The 2D approach was motivated by the introduction of the IKONOS satellite, launched in 1999. Before the IKONOS satellite, commercial satellites were generally taking only single images of an area of interest. IKONOS had a camera re-pointing capability such that the same area could be imaged 6-7 times during an overpass, at intervals of approximately 13 s. It was then possible to consider using IKONOS imagery for WKB, but the conventional 3D algorithms could not be used. The imaging geometry changes quickly in satellite orbits, limiting the effective dwell time to the interval between two images (13 s). For such short dwell times the rms error of the 3D method is 100% of depth.

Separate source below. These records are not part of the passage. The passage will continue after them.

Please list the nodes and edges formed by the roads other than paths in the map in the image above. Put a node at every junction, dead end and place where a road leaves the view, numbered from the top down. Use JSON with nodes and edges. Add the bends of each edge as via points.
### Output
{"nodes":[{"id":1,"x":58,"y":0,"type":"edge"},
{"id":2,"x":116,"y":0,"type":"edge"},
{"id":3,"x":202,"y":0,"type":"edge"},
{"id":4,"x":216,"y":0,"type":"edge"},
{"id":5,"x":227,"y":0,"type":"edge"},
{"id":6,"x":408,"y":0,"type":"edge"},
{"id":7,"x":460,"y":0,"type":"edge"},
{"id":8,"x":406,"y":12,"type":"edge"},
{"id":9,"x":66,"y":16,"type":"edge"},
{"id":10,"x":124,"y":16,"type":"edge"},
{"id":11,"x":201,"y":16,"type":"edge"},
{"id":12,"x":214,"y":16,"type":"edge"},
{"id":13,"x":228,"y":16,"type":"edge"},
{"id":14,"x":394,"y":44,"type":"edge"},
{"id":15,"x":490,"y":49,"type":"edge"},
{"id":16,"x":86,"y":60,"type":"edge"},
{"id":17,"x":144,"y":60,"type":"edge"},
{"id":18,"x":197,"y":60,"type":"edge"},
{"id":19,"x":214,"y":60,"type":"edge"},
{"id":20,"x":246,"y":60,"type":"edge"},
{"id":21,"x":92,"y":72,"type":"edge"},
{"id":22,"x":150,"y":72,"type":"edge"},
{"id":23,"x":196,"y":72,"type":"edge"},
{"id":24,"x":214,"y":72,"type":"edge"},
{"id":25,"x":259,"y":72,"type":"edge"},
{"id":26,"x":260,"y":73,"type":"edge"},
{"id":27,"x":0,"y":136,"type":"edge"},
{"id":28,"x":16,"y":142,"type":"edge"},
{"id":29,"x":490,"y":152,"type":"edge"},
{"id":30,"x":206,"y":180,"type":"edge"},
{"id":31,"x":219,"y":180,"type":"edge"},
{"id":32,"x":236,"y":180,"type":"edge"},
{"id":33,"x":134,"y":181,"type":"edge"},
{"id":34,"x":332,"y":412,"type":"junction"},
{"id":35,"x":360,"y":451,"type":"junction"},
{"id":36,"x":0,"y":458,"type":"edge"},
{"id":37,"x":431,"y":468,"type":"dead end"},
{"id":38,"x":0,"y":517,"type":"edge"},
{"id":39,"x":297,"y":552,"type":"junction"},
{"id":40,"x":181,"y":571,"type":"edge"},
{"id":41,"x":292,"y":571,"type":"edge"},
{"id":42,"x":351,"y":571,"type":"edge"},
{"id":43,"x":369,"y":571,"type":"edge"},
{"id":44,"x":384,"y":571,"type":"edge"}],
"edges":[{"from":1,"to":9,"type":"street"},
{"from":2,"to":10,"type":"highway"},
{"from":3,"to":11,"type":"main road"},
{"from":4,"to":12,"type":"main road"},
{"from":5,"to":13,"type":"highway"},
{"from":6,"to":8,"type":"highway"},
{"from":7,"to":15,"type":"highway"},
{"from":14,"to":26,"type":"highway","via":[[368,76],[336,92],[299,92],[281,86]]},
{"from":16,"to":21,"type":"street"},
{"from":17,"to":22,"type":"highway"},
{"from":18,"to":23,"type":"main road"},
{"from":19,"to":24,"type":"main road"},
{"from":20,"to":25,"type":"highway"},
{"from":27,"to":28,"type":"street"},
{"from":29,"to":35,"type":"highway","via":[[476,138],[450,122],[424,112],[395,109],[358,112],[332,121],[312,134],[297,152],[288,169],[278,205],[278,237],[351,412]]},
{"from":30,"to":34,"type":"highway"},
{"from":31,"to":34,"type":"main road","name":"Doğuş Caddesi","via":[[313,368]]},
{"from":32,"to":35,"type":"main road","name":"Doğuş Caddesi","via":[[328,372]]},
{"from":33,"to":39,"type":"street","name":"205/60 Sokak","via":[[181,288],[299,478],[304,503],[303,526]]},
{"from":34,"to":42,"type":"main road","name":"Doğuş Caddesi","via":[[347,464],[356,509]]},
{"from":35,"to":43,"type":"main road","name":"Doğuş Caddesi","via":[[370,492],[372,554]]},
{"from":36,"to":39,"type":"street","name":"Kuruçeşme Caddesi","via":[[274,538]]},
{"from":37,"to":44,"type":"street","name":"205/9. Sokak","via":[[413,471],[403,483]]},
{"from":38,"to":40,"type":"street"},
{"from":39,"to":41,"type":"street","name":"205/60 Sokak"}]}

The 2D approach solved this problem, and an early version of the 2D process was applied to pairs of IKONOS images of the San Diego inlet area [Abileah, 2006A, 2006B, & 2007]. An updated version of the 2D was applied to X-band radar images obtained by Dr. Dennis Trizna with his experimental radar at the US Army Corp of Engineers Field Research Facility (FRF) [Abileah, 2010].
It is apparent, however, that the mathematical approaches used in 2D and 3D Fourier Analysis cannot achieve high depth accuracy and spatial resolution simultaneously.